***** Material supplied *****

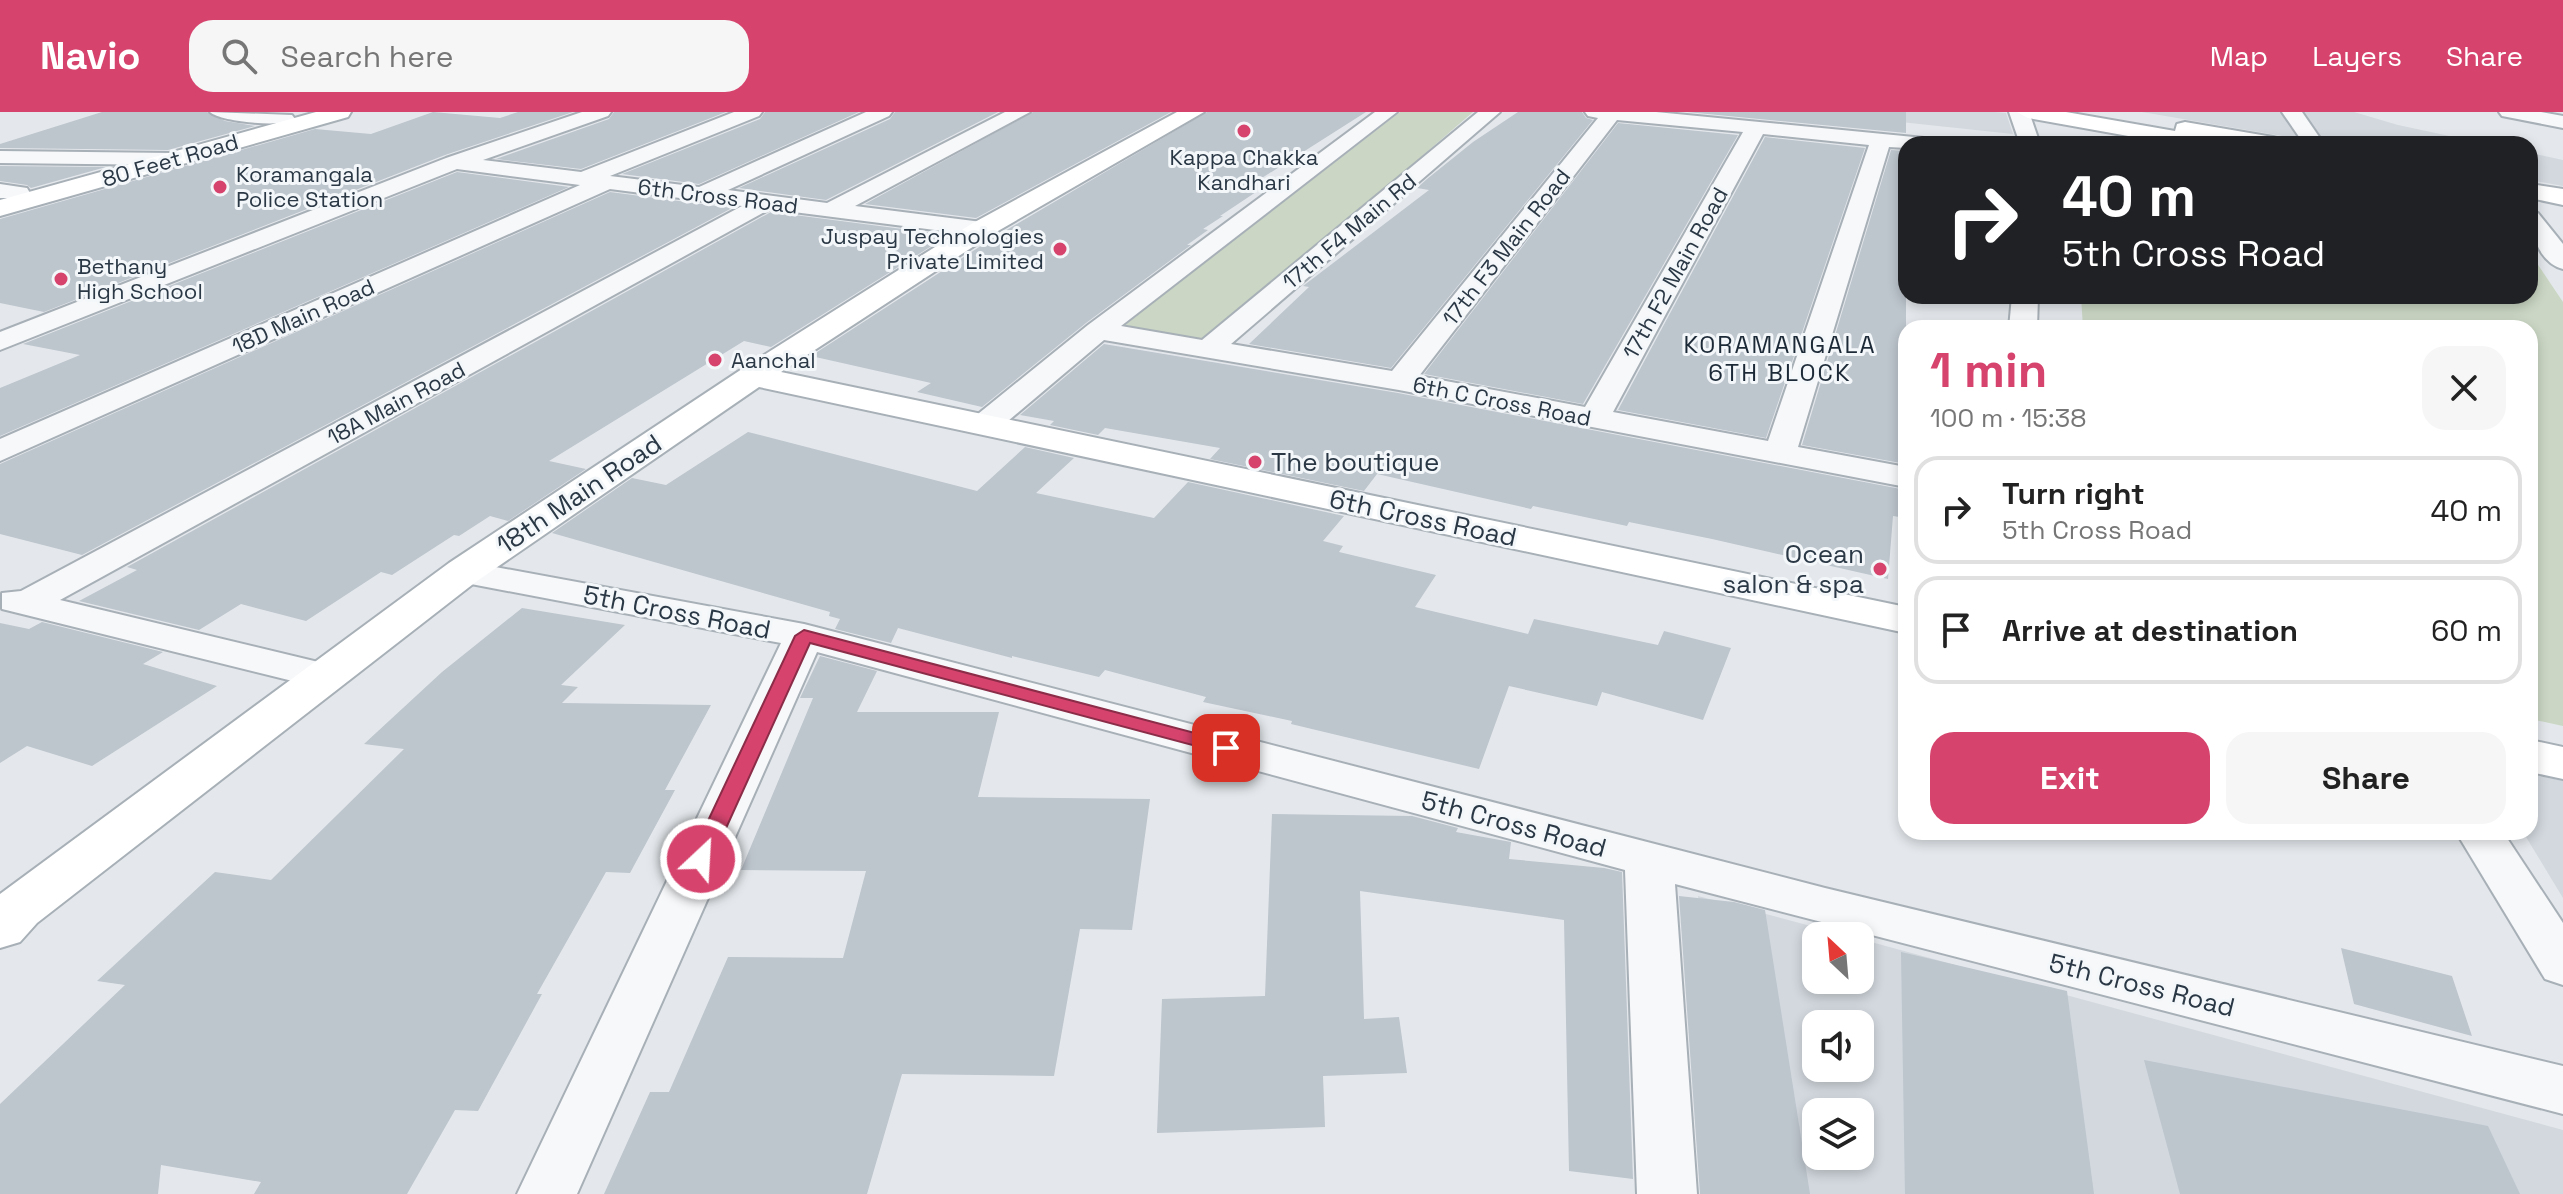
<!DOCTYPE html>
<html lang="en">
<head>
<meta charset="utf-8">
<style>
	:root { --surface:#fff; --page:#f6f6f6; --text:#222; --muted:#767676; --line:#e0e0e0; --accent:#d6446e }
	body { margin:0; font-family:"Space Grotesk",sans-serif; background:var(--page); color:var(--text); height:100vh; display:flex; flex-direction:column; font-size:30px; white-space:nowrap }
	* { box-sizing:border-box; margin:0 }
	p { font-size:26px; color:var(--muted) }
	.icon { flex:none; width:44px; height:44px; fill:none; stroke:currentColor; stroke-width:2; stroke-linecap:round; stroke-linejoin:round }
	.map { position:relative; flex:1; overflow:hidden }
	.sheet { position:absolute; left:1898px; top:208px; width:640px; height:520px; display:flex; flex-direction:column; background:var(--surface); border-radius:24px; box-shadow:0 4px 12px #0003 }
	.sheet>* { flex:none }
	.banner { position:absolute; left:1898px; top:24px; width:640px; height:168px; border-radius:24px; box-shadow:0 4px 12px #0003; background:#202124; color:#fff; overflow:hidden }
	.needle { width:52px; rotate:334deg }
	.tools { position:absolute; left:1802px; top:810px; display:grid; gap:16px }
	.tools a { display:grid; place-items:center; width:72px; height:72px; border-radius:16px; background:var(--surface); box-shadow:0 4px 12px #0003; font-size:40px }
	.pin { position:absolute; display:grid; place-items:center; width:68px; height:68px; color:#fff; margin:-34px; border-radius:16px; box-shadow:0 4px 12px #0006 }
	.me { position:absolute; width:88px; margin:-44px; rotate:25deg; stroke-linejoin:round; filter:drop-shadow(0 0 6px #0008) }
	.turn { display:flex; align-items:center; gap:28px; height:168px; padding:0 32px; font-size:36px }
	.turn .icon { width:104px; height:104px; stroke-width:2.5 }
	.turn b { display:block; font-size:56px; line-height:68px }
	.round { display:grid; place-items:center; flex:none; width:84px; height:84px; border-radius:24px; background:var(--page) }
	.summary { display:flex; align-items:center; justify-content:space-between; height:136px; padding:0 32px }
	h1 { font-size:48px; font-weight:700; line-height:60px; color:var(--accent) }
	.button { display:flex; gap:16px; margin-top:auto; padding:16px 32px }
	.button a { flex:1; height:92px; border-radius:24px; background:var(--accent); color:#fff; font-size:32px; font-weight:700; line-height:92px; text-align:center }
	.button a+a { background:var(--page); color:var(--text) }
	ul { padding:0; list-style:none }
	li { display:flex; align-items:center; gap:24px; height:108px; margin:0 16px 12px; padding:0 16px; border:4px solid var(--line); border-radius:24px }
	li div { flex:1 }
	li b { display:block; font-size:30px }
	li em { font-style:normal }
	header { display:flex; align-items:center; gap:48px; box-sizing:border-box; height:112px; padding:0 40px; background:var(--accent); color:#fff }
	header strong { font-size:38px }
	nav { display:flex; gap:44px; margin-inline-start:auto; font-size:28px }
	.search { width:560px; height:72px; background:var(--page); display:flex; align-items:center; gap:20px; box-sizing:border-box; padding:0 28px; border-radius:24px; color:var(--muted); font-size:30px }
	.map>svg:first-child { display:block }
	.built { fill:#d2d8de; fill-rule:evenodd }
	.green { fill:#cbd7c4 }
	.building { fill:#bdc5cd }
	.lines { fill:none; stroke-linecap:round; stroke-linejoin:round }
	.street-casing { stroke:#a8b0b7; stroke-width:4 }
	.secondary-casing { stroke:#a8b0b7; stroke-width:4 }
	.street { fill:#f7f8fa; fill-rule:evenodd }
	.secondary { fill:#fff; fill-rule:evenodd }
	.route { fill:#d6446e; stroke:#8b2c48; stroke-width:2 }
	.poi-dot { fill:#d6446e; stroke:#f4f7f9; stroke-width:3 }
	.labels { text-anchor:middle; stroke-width:6; stroke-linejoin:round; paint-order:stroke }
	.far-poi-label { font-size:22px; fill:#2a3846; stroke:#f4f7f9; text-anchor:start }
	.far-street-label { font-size:22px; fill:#2a3846; stroke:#f4f7f9 }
	.far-neighbourhood-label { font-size:24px; letter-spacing:2px; fill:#1c2937; stroke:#f4f7f9 }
	.poi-label { font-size:26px; fill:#2a3846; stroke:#f4f7f9; text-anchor:start }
	.street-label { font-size:26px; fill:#2a3846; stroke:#f4f7f9 }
</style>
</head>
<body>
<header>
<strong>Navio</strong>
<div class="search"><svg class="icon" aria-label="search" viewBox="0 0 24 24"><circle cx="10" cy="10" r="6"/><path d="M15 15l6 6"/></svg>Search here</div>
<nav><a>Map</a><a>Layers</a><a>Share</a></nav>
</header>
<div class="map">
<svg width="2563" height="1082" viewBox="0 0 2563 1082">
	<rect width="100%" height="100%" fill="#e4e8ec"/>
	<!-- built -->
	<g class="built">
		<polygon points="1807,0 1995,0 2006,1 2013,22"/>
		<polygon points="2142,0 2354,0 2398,13 2487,32 2329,32"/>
		<polygon points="2530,41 2563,48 2563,74 2530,68"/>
		<polygon points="2530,662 2563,669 2563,786 2523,720 2530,720"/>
		<path d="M1698 784 1848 824H1816V868H1860V827L2563 1018V1082H1732ZM1816 912H1860V956H1816ZM1816 1000H1860V1044H1816Z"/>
	</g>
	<!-- green -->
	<g class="green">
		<polygon points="1400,0 1473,0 1208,229 1124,213"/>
		<polygon points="2530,141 2563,190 2563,614 2530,607 2530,216 2083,216 2081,184 2530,184"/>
	</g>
	<!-- building -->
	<g class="building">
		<polygon points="102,0 207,0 225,9 255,14 168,38 0,36 0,32"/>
		<polygon points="433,0 500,6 518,0 573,0 445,43 44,200 0,191 0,107 315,17 371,22"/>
		<polygon points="614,0 726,0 581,57 496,47 609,7"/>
		<polygon points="765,0 859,0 699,72 622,62 760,7"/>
		<polygon points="895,0 998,0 826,88 739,76 890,7"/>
		<polygon points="1033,0 1171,0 976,106 865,92"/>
		<polygon points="1207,0 1366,0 1243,78 1256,80 1220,104 1223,104 1203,117 1208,118 1187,133 1191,133 1086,211 982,295 917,280 931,271 811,244 993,126"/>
		<polygon points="1518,0 1582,0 1586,6 1593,8 1391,256 1249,232 1309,175 1303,174 1429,78 1417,76 1427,67 1473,30"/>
		<polygon points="1687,0 1906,0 1906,21"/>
		<polygon points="1618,11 1738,23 1583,292 1424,262"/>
		<polygon points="1765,25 1865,36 1766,326 1618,298"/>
		<polygon points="1891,38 1906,39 1906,352 1802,333"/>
		<polygon points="0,54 106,55 31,76 27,73 0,69"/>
		<polygon points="457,60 569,75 0,324 0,276 80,243 23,232"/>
		<polygon points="610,80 732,96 82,443 0,422 0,352"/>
		<polygon points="771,100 949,123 771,235 744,229 549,349 586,357 508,409 490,404 459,424 454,423 392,463 381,460 306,509 241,492 199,518 79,489 137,458 127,455"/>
		<polygon points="1104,232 1398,281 1906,378 1906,406 1893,404 1888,467 1712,427 1629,410 1627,414 1533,394 1531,397 1377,362 1364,379 1210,347 1220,336 1105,316 1098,323 1050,313 1054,309 1020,303"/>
		<polygon points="748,320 977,379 1025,335 1074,346 1036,381 1154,406 1188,370 1344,404 1323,429 1343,434 1339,440 1436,463 1415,495 1528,522 1534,507 1658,533 1664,519 1731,536 1703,608 1602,580 1597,594 1509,574 1479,657 1291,612 1292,609 1203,590 1206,585 1105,558 1099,565 1012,544 1012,546 898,516 891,531 835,517 840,507 829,504 830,500 552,421 632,366 666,373"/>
		<polygon points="522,496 625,513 561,573 578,575 562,591 711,593 665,678 675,678 630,761 606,760 537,882 542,882 478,999 455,998 407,1082 254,1082 261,1070 161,1053 158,1082 0,1082 0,992 125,873 97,869 215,760 271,768 404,637 364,632 442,560"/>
		<polygon points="42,510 163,540 143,552 217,574 92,654 27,634 0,651 0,511 29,517"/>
		<polygon points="820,544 877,559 857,600 999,600 978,685 1150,687 1132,818 1080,817 1054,964 902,962 867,1082 604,1082 650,980 669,980 728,845 843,846 866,759 741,758 813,586 800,586"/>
		<polygon points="1272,702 1412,704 1458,716 1456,720 1511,730 1509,747 1604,756 1622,760 1633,1067 1569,1059 1564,808 1360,779 1364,907 1399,905 1407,961 1323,964 1325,1015 1157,1021 1162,887 1265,884"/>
		<polygon points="1679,784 1734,790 1765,798 1810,1082 1700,1082"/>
		<polygon points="2341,836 2452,864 2472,924 2354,892"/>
		<polygon points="1901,840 2067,879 2094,1082 1905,1082"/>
		<polygon points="2144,948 2488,1014 2520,1082 2180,1082"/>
	</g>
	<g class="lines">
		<defs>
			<g id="street">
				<path d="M210 0 292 3 295 7C285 16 220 10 210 0Z"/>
				<polygon points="582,0 611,0 608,4 483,48 581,60 734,0 762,0 759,4 610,64 699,75 866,0 892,0 889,4 728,78 827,91 1005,0 1030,0 855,94 982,110 990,112 994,117 990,122 982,124 770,97 60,488 339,555 345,564 339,573 325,577 2,497 2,481 21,479 742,94 610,77 0,349 0,327 580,73 457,57 0,238 0,220 446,46"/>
				<path d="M1375 0H1397L1121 214 1202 228 1478 0H1500L1231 232 1392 259 1598 6 1588 4 1585 0H1656L1924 26 1934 32H1906V36L1889 35 1798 335 1906 355V375L1399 278 1104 228 995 320 984 322 973 320 968 313 973 306 1088 213ZM1617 8 1743 20 1585 295 1419 264ZM1763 22 1869 33 1768 329 1613 300Z"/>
				<polygon points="2009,0 2029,0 2040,32 2020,32"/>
				<polygon points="2282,0 2302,0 2324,32 2304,32"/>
				<polygon points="2499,0 2541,0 2563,4 2563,16 2502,4"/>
				<polygon points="0,39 172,41 183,47 172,53 0,51"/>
				<polygon points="0,72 27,76 30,81 27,86 0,86"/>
				<path d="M2530 99 2538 101 2563 132V157C2539 151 2530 120 2530 99Z"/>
				<polygon points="2012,184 2038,184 2037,216 2009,216"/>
				<polygon points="463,449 804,512 1825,776 2563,954 2563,1002 1675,772 1697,1082 1637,1082 1625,758 817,540 577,1082 517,1082 781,531 450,468 445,460 450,452"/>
				<polygon points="2456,720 2503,720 2563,811 2563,873 2545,867"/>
			</g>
			<g id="secondary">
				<polygon points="316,0 351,0 348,5 0,104 0,88"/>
				<polygon points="1177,0 1204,0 991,123 781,260 1906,495 1906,521 759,275 477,469 37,811 20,830 0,836 0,782 449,451 742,257 973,111"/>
				<polygon points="2017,0 2066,0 2175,19 2177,12 2185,10 2273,25 2281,27 2284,32 2173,32 2028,6"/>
				<polygon points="2530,72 2563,77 2563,93 2530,86"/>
				<polygon points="2530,628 2563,635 2563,667 2530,660"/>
			</g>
		</defs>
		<!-- street casing -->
		<use href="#street" class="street-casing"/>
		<!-- secondary casing -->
		<use href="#secondary" class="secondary-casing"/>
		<!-- street -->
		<use href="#street" class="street"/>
		<!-- secondary -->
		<use href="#secondary" class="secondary"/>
	</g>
	<!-- route -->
	<polygon class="route" points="804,518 1233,631 1236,636 1226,642 810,531 712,747 709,753 694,753 690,747 795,524"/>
	<!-- markers -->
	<g class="poi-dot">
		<circle cx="1244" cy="19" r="8"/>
		<circle cx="220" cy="75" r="8"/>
		<circle cx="1060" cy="137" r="8"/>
		<circle cx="61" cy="167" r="8"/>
		<circle cx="715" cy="248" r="8"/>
		<circle cx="1255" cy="350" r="8"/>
		<circle cx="1880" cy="457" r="8"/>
	</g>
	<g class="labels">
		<!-- far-poi labels -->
		<g class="far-poi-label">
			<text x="1244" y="53" text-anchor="middle">Kappa Chakka<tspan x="1244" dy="25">Kandhari</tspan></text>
			<text x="236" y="70">Koramangala<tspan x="236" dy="25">Police Station</tspan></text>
			<text x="1044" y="132" text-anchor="end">Juspay Technologies<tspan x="1044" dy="25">Private Limited</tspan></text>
			<text x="77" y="162">Bethany<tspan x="77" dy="25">High School</tspan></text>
			<text x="731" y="256">Aanchal</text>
		</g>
		<!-- far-street labels -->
		<g class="far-street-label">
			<text transform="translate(170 48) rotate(-16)" y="8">80 Feet Road</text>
			<text transform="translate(718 84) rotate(7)" y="8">6th Cross Road</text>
			<text transform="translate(1349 119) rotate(-40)" y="8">17th F4 Main Rd</text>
			<text transform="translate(1506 135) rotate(-52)" y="8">17th F3 Main Road</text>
			<text transform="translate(1675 161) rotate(-61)" y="8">17th F2 Main Road</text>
			<text transform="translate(303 204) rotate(-24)" y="8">18D Main Road</text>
			<text transform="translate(1502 289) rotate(11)" y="8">6th C Cross Road</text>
			<text transform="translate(396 291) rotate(-28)" y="8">18A Main Road</text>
		</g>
		<!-- far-neighbourhood labels -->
		<g class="far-neighbourhood-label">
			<text x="1780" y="241">KORAMANGALA<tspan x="1780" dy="28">6TH BLOCK</tspan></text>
		</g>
		<!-- poi labels -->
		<g class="poi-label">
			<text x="1271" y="359">The boutique</text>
			<text x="1864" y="451" text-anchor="end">Ocean<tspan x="1864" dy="30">salon &amp; spa</tspan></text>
		</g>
		<!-- street labels -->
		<g class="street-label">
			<text transform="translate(579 382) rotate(-34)" y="9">18th Main Road</text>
			<text transform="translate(1423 406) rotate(12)" y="9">6th Cross Road</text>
			<text transform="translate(677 500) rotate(11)" y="9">5th Cross Road</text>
			<text transform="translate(1514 712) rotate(15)" y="9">5th Cross Road</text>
			<text transform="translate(2142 873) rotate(14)" y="9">5th Cross Road</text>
		</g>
	</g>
</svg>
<div class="tools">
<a><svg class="needle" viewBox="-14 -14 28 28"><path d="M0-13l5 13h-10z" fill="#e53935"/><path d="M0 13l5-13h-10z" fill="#767676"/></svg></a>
<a><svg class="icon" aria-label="sound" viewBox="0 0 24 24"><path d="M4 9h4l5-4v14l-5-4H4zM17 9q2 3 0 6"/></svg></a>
<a><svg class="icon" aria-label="layers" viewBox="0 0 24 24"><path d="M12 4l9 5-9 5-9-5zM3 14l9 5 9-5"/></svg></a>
</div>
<div class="pin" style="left:1226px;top:636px;background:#d93025"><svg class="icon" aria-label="arrive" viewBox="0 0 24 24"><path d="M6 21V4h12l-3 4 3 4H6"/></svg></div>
<svg class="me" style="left:701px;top:747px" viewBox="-20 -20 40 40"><circle r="17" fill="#d6446e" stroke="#fff" stroke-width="3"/><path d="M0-11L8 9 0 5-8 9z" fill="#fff"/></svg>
<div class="banner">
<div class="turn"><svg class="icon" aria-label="right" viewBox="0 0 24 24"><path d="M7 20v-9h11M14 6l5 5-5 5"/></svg><div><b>40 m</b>5th Cross Road</div></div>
</div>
<section class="sheet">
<div class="summary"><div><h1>1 min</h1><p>100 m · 15:38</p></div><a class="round"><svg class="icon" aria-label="close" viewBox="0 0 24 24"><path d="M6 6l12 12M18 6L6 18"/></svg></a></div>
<ul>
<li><svg class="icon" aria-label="right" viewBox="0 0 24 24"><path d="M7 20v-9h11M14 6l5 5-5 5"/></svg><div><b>Turn right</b><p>5th Cross Road</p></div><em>40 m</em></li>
<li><svg class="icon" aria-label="arrive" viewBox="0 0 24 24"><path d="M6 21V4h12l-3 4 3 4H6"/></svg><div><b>Arrive at destination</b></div><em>60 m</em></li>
</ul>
<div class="button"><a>Exit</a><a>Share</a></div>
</section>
</div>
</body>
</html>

*****

Try it: Please determine the number of lines in the records above that include the string "body", and answer with that number only.

Result of this task: 3